Ad oggi la candidata del centrosinistra non sembra essere la favorita, tanto che i siciliani della penisola si sono mobilitati per tornare a votare. Il ritaexpress, il treno organizzato dai giovani è arrivato venerdì mattina a Palermo partito da Treviso ha attraversato la Penisola raccogliendo i figli dispersi di una Sicilia che certe volte non lascia altra speranza che partire. Il costo del biglietto era di soli cinque euro proprio con l’intento di portare alle urne tutti. Questa primavera siciliana si fa sentire, questi giovani che gridano “ammazzateci tutti” seguendo l’eco di Locri, che grida “Bastardo” a Provenzano catturato a casa sua dopo quarant’anni di latitanza sono il chiaro segnale di chi ha voglia di crescere in un Paese libero, che non ammazza chi si oppone al “sistema”, ma che alza la testa e si rimette nella stretta via della legalità.

Rita Borsellino è la speranza che tutto questo possa accadere veramente, che non si tratta di uno di quei sogni utopici di chi ha vent’anni.

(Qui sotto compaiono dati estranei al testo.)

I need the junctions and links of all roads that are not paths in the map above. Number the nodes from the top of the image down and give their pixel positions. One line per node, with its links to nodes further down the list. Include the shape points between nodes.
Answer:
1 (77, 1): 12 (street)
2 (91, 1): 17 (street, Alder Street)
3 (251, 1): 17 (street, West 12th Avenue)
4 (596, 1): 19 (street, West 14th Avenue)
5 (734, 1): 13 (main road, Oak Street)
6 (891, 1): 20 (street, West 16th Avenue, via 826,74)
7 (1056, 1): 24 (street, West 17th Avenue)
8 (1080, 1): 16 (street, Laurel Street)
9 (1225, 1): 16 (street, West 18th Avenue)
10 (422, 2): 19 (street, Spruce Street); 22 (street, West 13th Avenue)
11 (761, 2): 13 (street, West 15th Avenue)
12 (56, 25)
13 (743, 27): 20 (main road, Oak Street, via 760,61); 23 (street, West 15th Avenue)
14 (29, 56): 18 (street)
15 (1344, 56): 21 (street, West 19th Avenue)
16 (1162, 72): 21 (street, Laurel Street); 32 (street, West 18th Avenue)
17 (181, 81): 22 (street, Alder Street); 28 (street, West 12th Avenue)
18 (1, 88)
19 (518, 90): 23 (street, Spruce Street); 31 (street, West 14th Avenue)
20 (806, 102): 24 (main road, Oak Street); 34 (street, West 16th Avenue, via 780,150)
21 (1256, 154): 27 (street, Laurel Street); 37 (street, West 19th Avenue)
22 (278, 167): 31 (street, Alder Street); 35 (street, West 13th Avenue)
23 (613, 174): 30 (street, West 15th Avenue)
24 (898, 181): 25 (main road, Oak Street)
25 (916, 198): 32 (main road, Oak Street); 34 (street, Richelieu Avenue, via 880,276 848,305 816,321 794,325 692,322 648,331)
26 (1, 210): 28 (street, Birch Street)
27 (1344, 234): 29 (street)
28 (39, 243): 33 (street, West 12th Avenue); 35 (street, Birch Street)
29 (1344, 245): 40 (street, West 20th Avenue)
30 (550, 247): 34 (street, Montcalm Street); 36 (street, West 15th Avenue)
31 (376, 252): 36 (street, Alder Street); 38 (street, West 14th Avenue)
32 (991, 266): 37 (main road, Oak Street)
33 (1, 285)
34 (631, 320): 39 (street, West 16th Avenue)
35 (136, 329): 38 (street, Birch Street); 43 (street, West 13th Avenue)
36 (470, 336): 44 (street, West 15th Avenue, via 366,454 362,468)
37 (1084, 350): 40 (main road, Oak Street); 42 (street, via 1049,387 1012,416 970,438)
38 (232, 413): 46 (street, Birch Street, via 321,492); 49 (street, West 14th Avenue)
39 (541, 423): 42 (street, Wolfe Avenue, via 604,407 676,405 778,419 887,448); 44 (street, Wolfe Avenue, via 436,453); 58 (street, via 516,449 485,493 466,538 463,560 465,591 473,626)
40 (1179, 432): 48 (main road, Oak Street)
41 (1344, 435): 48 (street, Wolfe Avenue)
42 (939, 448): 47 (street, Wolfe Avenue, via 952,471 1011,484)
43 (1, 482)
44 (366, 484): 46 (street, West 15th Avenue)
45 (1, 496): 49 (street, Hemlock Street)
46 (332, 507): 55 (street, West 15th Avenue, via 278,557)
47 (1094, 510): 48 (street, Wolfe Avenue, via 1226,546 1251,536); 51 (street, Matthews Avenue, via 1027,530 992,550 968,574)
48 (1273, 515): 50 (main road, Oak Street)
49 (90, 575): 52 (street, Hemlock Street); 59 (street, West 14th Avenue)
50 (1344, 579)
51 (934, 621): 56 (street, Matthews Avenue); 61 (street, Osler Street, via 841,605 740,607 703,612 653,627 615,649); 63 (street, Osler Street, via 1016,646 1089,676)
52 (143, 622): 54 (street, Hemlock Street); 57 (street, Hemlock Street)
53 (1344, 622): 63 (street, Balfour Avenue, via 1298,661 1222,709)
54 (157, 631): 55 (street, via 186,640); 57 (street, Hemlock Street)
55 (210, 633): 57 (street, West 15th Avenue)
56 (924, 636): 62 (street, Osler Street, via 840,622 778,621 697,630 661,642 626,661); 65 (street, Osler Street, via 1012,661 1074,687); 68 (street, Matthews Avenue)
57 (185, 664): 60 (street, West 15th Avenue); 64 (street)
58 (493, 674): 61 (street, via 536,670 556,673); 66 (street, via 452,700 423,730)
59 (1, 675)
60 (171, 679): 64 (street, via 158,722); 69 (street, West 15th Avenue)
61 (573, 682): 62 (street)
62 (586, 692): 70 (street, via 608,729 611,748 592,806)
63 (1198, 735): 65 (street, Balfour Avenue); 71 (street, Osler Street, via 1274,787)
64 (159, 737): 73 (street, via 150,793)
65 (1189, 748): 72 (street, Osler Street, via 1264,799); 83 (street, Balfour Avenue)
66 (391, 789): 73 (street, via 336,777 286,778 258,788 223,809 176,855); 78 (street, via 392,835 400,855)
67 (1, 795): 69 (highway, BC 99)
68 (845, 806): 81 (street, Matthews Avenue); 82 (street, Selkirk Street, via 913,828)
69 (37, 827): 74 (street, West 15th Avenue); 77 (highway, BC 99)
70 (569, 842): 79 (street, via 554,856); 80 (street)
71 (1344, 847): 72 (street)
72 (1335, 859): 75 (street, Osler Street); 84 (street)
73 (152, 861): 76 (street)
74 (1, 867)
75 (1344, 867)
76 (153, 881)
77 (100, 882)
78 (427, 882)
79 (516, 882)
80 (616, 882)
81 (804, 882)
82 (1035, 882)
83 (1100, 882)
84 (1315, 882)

Sperare un mondo legale non può essere un sogno. Lasciare la Sicilia non deve essere una necessità, ma una scelta. Questo è un referendum che va vinto, un sogno che va realizzato, perché altrimenti sarà l’Italia a perdere, quella del futuro. Della meglio gioventù. Chi scrive ha 25 anni, studia giurisprudenza e ha conosciuto Giovanni Falcone nel giorno della sua morte.